Could you copy out all the lines in the material below where the word "label" occurs?

---+---

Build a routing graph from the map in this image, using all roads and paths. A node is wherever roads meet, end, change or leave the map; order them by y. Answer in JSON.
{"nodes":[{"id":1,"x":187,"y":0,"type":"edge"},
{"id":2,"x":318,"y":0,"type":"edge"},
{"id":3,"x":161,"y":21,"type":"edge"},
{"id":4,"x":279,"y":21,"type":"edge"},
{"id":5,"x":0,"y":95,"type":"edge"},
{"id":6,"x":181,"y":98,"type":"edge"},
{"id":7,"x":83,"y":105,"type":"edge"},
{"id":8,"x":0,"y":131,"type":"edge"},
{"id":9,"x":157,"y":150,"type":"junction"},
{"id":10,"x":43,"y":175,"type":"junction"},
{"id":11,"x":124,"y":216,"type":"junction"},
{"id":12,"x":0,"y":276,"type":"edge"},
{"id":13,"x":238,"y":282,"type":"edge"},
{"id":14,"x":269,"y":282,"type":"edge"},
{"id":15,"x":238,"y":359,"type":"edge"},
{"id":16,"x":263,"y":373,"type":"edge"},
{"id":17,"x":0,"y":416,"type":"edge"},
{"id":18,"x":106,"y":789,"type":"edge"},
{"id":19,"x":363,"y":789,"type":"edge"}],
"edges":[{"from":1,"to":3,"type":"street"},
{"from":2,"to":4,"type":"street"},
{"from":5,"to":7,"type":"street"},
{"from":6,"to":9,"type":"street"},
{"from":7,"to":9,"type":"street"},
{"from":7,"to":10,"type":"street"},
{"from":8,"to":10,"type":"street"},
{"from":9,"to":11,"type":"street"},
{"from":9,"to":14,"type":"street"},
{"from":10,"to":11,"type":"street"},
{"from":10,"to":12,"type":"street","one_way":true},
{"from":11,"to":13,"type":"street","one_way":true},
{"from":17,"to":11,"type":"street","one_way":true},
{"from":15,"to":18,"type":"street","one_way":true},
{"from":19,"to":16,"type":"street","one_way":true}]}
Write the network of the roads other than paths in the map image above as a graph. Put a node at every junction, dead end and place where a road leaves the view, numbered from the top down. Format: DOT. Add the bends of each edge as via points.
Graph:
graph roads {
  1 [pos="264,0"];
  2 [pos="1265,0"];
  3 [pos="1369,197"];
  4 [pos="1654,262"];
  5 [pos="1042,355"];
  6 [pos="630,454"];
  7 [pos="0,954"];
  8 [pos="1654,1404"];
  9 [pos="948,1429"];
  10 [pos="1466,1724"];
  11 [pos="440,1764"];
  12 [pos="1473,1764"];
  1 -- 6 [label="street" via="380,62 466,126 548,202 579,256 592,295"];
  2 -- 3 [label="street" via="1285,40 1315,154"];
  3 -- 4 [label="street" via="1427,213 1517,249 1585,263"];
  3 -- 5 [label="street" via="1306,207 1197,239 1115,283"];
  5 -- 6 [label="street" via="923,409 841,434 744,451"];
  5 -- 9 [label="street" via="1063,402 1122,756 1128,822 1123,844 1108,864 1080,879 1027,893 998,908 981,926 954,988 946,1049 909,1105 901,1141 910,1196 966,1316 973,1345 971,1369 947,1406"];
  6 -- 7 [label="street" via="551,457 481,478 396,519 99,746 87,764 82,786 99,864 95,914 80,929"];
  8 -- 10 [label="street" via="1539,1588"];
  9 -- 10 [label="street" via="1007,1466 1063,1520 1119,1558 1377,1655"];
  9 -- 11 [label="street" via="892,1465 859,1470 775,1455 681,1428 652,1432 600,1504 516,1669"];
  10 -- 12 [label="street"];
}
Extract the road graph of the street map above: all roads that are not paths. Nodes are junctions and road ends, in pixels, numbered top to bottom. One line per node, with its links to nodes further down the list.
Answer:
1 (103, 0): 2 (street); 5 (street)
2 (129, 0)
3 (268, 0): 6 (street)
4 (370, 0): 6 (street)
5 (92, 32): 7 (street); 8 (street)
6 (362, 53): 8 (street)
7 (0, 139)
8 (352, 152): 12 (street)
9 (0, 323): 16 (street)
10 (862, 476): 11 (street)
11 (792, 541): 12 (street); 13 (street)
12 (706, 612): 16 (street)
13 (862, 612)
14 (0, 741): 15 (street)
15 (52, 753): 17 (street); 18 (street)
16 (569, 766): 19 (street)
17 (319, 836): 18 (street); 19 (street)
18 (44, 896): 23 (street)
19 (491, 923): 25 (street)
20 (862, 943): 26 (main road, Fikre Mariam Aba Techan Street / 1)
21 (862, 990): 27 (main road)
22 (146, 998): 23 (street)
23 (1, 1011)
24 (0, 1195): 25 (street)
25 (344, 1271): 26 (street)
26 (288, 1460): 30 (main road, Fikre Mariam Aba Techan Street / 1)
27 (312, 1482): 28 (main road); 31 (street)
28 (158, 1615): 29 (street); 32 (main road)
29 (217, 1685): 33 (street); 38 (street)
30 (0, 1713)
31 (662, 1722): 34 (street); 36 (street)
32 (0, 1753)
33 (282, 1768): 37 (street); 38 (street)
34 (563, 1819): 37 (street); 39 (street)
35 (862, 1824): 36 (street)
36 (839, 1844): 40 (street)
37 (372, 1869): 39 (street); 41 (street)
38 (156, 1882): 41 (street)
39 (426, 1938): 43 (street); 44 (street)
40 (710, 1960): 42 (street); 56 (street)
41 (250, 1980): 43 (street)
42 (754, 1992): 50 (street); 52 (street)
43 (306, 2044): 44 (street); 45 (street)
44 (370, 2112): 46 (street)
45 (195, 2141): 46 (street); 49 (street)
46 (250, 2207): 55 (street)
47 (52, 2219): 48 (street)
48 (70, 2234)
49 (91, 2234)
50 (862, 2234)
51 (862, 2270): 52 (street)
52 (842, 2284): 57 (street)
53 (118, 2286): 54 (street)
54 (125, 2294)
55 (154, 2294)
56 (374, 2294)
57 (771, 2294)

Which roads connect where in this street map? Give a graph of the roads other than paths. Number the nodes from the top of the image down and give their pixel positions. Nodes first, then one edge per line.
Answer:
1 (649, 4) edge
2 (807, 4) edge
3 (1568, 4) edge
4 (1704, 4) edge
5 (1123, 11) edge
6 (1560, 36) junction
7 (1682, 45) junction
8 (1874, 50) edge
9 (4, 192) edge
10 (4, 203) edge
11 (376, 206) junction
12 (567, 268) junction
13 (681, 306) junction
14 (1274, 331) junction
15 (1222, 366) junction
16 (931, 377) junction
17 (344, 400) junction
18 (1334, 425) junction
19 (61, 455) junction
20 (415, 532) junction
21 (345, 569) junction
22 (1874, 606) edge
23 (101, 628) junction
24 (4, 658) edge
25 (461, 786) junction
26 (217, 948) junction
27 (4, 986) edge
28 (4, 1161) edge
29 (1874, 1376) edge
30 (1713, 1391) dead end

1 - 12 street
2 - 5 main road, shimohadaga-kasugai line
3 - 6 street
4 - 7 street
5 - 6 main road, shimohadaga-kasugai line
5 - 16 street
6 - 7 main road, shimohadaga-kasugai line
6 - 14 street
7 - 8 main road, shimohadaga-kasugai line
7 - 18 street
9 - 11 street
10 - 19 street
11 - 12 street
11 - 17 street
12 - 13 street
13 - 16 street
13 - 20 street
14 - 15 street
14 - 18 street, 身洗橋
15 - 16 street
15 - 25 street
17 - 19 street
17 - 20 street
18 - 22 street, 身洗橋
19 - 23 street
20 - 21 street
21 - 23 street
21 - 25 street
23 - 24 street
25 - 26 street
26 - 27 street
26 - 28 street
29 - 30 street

---+---

Task solution:
  1 -- 6 [label="street" via="380,62 466,126 548,202 579,256 592,295"];
  2 -- 3 [label="street" via="1285,40 1315,154"];
  3 -- 4 [label="street" via="1427,213 1517,249 1585,263"];
  3 -- 5 [label="street" via="1306,207 1197,239 1115,283"];
  5 -- 6 [label="street" via="923,409 841,434 744,451"];
  5 -- 9 [label="street" via="1063,402 1122,756 1128,822 1123,844 1108,864 1080,879 1027,893 998,908 981,926 954,988 946,1049 909,1105 901,1141 910,1196 966,1316 973,1345 971,1369 947,1406"];
  6 -- 7 [label="street" via="551,457 481,478 396,519 99,746 87,764 82,786 99,864 95,914 80,929"];
  8 -- 10 [label="street" via="1539,1588"];
  9 -- 10 [label="street" via="1007,1466 1063,1520 1119,1558 1377,1655"];
  9 -- 11 [label="street" via="892,1465 859,1470 775,1455 681,1428 652,1432 600,1504 516,1669"];
  10 -- 12 [label="street"];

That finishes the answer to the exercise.